Top of Input records

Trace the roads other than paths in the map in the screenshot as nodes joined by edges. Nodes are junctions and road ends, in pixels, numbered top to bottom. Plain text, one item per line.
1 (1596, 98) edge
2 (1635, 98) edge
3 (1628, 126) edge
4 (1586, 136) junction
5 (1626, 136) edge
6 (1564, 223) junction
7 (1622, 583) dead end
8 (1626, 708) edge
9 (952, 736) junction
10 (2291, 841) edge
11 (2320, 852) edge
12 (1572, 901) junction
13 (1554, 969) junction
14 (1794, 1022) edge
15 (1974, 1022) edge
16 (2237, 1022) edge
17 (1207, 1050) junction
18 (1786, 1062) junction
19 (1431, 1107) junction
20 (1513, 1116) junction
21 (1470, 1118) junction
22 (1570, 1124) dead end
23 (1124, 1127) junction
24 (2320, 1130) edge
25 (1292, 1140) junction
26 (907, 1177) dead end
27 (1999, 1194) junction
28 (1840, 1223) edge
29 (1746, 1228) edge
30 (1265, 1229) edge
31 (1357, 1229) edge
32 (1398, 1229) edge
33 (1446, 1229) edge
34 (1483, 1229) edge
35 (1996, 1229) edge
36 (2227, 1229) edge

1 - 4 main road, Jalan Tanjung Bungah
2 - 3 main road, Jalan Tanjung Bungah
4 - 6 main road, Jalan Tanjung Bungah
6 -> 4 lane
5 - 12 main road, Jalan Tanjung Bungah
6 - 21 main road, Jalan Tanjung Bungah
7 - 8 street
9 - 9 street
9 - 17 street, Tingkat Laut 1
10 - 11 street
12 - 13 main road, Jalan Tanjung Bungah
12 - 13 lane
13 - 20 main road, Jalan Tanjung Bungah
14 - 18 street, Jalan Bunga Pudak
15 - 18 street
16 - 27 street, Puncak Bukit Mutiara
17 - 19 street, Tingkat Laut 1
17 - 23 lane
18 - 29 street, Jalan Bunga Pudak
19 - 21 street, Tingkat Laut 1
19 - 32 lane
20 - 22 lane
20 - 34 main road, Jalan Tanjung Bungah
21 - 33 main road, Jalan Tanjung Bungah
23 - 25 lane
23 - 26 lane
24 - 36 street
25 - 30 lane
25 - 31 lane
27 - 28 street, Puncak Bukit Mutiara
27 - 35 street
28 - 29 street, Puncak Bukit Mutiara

Bottom of Input records

● **Goal of the exercise**
Take the entries above and set them all down again exactly as they read.

● **Output of the exercise**
Trace the roads other than paths in the map in the screenshot as nodes joined by edges. Nodes are junctions and road ends, in pixels, numbered top to bottom. Plain text, one item per line.
1 (1596, 98) edge
2 (1635, 98) edge
3 (1628, 126) edge
4 (1586, 136) junction
5 (1626, 136) edge
6 (1564, 223) junction
7 (1622, 583) dead end
8 (1626, 708) edge
9 (952, 736) junction
10 (2291, 841) edge
11 (2320, 852) edge
12 (1572, 901) junction
13 (1554, 969) junction
14 (1794, 1022) edge
15 (1974, 1022) edge
16 (2237, 1022) edge
17 (1207, 1050) junction
18 (1786, 1062) junction
19 (1431, 1107) junction
20 (1513, 1116) junction
21 (1470, 1118) junction
22 (1570, 1124) dead end
23 (1124, 1127) junction
24 (2320, 1130) edge
25 (1292, 1140) junction
26 (907, 1177) dead end
27 (1999, 1194) junction
28 (1840, 1223) edge
29 (1746, 1228) edge
30 (1265, 1229) edge
31 (1357, 1229) edge
32 (1398, 1229) edge
33 (1446, 1229) edge
34 (1483, 1229) edge
35 (1996, 1229) edge
36 (2227, 1229) edge

1 - 4 main road, Jalan Tanjung Bungah
2 - 3 main road, Jalan Tanjung Bungah
4 - 6 main road, Jalan Tanjung Bungah
6 -> 4 lane
5 - 12 main road, Jalan Tanjung Bungah
6 - 21 main road, Jalan Tanjung Bungah
7 - 8 street
9 - 9 street
9 - 17 street, Tingkat Laut 1
10 - 11 street
12 - 13 main road, Jalan Tanjung Bungah
12 - 13 lane
13 - 20 main road, Jalan Tanjung Bungah
14 - 18 street, Jalan Bunga Pudak
15 - 18 street
16 - 27 street, Puncak Bukit Mutiara
17 - 19 street, Tingkat Laut 1
17 - 23 lane
18 - 29 street, Jalan Bunga Pudak
19 - 21 street, Tingkat Laut 1
19 - 32 lane
20 - 22 lane
20 - 34 main road, Jalan Tanjung Bungah
21 - 33 main road, Jalan Tanjung Bungah
23 - 25 lane
23 - 26 lane
24 - 36 street
25 - 30 lane
25 - 31 lane
27 - 28 street, Puncak Bukit Mutiara
27 - 35 street
28 - 29 street, Puncak Bukit Mutiara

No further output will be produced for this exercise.